* Task item: Every entry is to be returned unchanged, and no picture is to be included.

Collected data

=====

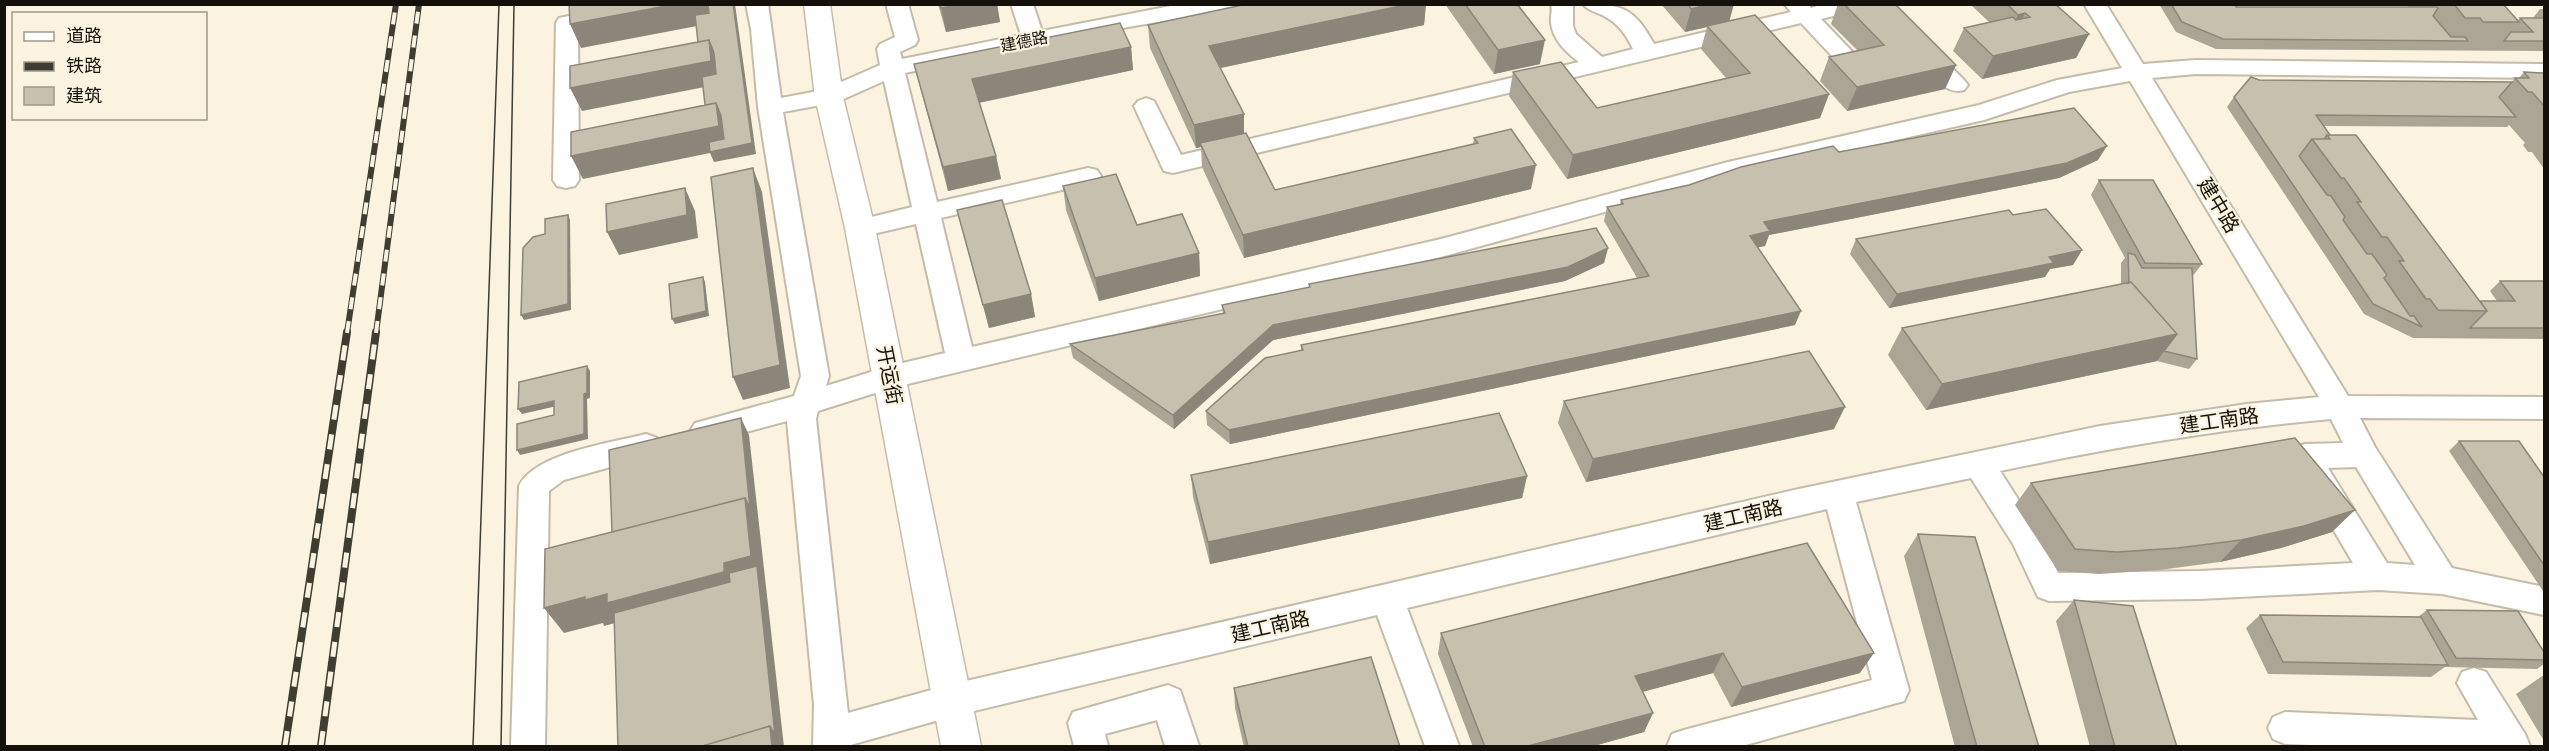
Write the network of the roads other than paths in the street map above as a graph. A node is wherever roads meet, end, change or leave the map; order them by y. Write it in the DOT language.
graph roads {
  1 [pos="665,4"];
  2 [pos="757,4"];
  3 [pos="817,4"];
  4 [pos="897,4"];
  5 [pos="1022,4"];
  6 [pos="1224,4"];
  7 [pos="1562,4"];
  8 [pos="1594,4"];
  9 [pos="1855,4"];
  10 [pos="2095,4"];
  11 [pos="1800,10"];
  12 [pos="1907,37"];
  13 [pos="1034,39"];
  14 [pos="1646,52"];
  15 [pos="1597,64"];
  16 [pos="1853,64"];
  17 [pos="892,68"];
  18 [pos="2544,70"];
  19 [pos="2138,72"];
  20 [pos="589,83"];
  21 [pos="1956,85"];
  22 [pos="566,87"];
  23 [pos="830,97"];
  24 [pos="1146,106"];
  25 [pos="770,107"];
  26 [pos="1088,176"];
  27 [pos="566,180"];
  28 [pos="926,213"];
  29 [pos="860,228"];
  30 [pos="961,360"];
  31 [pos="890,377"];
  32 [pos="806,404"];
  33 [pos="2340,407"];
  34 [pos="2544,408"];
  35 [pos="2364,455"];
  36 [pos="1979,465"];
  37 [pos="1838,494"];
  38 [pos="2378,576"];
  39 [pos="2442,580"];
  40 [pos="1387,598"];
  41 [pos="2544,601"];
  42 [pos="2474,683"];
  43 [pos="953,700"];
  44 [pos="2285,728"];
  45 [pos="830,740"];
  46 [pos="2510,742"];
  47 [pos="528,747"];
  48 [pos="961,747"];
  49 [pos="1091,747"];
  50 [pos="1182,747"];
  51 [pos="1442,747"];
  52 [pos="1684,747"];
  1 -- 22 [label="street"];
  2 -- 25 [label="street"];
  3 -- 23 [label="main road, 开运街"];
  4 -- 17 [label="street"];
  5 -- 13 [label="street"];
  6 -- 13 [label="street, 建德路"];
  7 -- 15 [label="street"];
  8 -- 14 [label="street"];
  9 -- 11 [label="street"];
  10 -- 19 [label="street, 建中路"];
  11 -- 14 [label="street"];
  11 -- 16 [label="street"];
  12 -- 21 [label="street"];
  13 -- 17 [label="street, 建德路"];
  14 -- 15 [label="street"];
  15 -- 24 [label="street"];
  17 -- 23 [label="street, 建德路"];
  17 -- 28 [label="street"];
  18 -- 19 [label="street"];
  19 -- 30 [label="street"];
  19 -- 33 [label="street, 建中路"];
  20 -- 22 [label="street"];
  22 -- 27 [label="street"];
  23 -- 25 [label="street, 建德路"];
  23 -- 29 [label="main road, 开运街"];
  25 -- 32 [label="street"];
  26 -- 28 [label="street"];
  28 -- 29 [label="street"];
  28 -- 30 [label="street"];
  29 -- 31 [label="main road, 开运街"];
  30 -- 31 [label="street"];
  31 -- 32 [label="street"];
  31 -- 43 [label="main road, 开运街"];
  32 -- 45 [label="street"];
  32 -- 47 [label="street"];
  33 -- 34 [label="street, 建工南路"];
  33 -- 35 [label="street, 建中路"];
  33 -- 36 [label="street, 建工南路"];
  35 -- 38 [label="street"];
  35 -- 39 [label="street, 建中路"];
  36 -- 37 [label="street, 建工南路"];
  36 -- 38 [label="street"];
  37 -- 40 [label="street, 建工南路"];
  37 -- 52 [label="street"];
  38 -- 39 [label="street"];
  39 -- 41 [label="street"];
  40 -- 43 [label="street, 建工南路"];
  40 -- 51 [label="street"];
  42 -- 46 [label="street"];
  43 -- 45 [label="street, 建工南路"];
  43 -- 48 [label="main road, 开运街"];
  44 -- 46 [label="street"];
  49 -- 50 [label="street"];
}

=====

* Task result:
Write the network of the roads other than paths in the street map above as a graph. A node is wherever roads meet, end, change or leave the map; order them by y. Write it in the DOT language.
graph roads {
  1 [pos="665,4"];
  2 [pos="757,4"];
  3 [pos="817,4"];
  4 [pos="897,4"];
  5 [pos="1022,4"];
  6 [pos="1224,4"];
  7 [pos="1562,4"];
  8 [pos="1594,4"];
  9 [pos="1855,4"];
  10 [pos="2095,4"];
  11 [pos="1800,10"];
  12 [pos="1907,37"];
  13 [pos="1034,39"];
  14 [pos="1646,52"];
  15 [pos="1597,64"];
  16 [pos="1853,64"];
  17 [pos="892,68"];
  18 [pos="2544,70"];
  19 [pos="2138,72"];
  20 [pos="589,83"];
  21 [pos="1956,85"];
  22 [pos="566,87"];
  23 [pos="830,97"];
  24 [pos="1146,106"];
  25 [pos="770,107"];
  26 [pos="1088,176"];
  27 [pos="566,180"];
  28 [pos="926,213"];
  29 [pos="860,228"];
  30 [pos="961,360"];
  31 [pos="890,377"];
  32 [pos="806,404"];
  33 [pos="2340,407"];
  34 [pos="2544,408"];
  35 [pos="2364,455"];
  36 [pos="1979,465"];
  37 [pos="1838,494"];
  38 [pos="2378,576"];
  39 [pos="2442,580"];
  40 [pos="1387,598"];
  41 [pos="2544,601"];
  42 [pos="2474,683"];
  43 [pos="953,700"];
  44 [pos="2285,728"];
  45 [pos="830,740"];
  46 [pos="2510,742"];
  47 [pos="528,747"];
  48 [pos="961,747"];
  49 [pos="1091,747"];
  50 [pos="1182,747"];
  51 [pos="1442,747"];
  52 [pos="1684,747"];
  1 -- 22 [label="street"];
  2 -- 25 [label="street"];
  3 -- 23 [label="main road, 开运街"];
  4 -- 17 [label="street"];
  5 -- 13 [label="street"];
  6 -- 13 [label="street, 建德路"];
  7 -- 15 [label="street"];
  8 -- 14 [label="street"];
  9 -- 11 [label="street"];
  10 -- 19 [label="street, 建中路"];
  11 -- 14 [label="street"];
  11 -- 16 [label="street"];
  12 -- 21 [label="street"];
  13 -- 17 [label="street, 建德路"];
  14 -- 15 [label="street"];
  15 -- 24 [label="street"];
  17 -- 23 [label="street, 建德路"];
  17 -- 28 [label="street"];
  18 -- 19 [label="street"];
  19 -- 30 [label="street"];
  19 -- 33 [label="street, 建中路"];
  20 -- 22 [label="street"];
  22 -- 27 [label="street"];
  23 -- 25 [label="street, 建德路"];
  23 -- 29 [label="main road, 开运街"];
  25 -- 32 [label="street"];
  26 -- 28 [label="street"];
  28 -- 29 [label="street"];
  28 -- 30 [label="street"];
  29 -- 31 [label="main road, 开运街"];
  30 -- 31 [label="street"];
  31 -- 32 [label="street"];
  31 -- 43 [label="main road, 开运街"];
  32 -- 45 [label="street"];
  32 -- 47 [label="street"];
  33 -- 34 [label="street, 建工南路"];
  33 -- 35 [label="street, 建中路"];
  33 -- 36 [label="street, 建工南路"];
  35 -- 38 [label="street"];
  35 -- 39 [label="street, 建中路"];
  36 -- 37 [label="street, 建工南路"];
  36 -- 38 [label="street"];
  37 -- 40 [label="street, 建工南路"];
  37 -- 52 [label="street"];
  38 -- 39 [label="street"];
  39 -- 41 [label="street"];
  40 -- 43 [label="street, 建工南路"];
  40 -- 51 [label="street"];
  42 -- 46 [label="street"];
  43 -- 45 [label="street, 建工南路"];
  43 -- 48 [label="main road, 开运街"];
  44 -- 46 [label="street"];
  49 -- 50 [label="street"];
}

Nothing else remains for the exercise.